The United States currently holds an AAA credit from Fitch, signifying the lowest expectation of default risk for creditors.
However, a potential credit rating downgrade would result in higher borrowing costs for the country. And divert funds from other important priorities.
In May, Fitch placed the US credit rating on a “rating watch negative.” While the debt ceiling deal viewed as a positive development.
Fitch expressed concerns about the growing political polarization in Washington. Company plans to make a final decision regarding the rating by the end of September.
Fitch Ratings Concerns Over US Credit Rating
Fitch stated that repeated political standoffs surrounding the debt limit and last-minute suspensions before the x-date, when the government may face difficulty in meeting its financial obligations, diminish confidence in governance concerning fiscal and debt matters. Fitch’s recent announcement emphasizes the impact of these political dynamics on the credit rating.
Fitch acknowledges that the US credit rating is supported by several exceptional strengths, including the size of its economy and high GDP per capita.
However, the company warns that these strengths could be undermined by governance shortcomings.

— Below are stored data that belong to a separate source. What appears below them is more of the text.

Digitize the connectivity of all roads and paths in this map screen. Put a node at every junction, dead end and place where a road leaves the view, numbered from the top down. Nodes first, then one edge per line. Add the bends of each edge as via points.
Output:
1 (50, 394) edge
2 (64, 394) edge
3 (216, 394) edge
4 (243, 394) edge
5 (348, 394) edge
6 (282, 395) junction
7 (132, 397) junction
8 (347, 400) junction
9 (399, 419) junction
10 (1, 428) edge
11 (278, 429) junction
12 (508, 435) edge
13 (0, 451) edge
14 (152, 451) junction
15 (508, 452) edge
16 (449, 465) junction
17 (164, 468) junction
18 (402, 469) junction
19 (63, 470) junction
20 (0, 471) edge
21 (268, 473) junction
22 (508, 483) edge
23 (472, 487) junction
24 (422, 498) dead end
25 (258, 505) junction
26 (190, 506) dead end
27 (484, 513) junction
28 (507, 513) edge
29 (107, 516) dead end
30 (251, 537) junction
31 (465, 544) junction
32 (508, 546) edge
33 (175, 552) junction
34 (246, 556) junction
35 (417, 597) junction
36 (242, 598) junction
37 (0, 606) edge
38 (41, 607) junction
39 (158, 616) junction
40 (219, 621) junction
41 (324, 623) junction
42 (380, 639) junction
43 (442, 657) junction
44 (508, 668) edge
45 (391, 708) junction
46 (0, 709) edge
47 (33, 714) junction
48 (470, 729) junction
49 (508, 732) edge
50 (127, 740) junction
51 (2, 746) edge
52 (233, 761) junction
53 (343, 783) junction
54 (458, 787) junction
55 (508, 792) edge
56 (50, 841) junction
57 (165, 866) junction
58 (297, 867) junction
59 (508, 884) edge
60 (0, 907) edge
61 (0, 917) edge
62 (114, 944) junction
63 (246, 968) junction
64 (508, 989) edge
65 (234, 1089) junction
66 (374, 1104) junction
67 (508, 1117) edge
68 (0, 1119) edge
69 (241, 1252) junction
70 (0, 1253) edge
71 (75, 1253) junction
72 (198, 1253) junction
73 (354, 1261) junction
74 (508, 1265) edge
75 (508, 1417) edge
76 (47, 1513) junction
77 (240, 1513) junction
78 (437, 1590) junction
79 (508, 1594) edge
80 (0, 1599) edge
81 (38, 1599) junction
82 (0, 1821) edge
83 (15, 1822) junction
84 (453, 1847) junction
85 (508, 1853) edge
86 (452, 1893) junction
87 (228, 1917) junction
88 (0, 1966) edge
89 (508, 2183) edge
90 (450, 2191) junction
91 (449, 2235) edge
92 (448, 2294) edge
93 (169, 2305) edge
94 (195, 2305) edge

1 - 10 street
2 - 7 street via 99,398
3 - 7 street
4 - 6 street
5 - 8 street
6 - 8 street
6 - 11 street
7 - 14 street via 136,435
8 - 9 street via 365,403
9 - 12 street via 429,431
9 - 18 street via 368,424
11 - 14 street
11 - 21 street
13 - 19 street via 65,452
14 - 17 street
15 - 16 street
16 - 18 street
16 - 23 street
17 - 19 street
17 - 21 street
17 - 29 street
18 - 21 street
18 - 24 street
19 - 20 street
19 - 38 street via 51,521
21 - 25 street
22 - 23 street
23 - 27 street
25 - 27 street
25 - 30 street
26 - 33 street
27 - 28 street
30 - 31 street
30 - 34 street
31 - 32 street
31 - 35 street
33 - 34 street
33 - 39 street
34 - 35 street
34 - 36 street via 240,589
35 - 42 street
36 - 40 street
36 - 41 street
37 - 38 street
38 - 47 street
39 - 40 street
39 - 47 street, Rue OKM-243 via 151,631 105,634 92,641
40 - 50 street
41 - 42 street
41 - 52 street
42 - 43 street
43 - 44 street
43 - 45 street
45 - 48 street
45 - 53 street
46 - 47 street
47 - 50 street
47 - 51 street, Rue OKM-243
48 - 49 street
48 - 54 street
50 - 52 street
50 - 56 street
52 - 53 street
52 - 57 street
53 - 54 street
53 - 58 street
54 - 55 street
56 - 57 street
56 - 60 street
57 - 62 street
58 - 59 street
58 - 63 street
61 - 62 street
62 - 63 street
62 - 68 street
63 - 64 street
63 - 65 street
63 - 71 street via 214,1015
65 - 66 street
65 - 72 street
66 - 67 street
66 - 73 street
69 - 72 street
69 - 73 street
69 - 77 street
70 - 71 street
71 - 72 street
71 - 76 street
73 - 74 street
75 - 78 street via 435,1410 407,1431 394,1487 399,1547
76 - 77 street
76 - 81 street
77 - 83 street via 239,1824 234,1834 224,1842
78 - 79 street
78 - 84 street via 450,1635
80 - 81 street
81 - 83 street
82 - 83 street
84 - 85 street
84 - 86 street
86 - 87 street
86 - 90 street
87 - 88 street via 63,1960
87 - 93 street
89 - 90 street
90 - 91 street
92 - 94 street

Fitch points to a steady deterioration in governance over the past 15 years, citing increased partisanship, the contentious 2020 election, and the failure to address fiscal challenges associated with mandatory spending.
In summary, Fitch raises concerns about the potential downgrade of US credit rating, despite the recent debt ceiling agreement.
The company highlights the impact of political standoffs and a deterioration in governance on the country’s creditworthiness.
While the U.S. possesses notable strengths, Fitch emphasizes the need for effective fiscal and debt governance to maintain its current rating.
The final decision regarding the rating is expected by the end of September and could have significant implications for borrowing costs and the allocation of funds towards various priorities.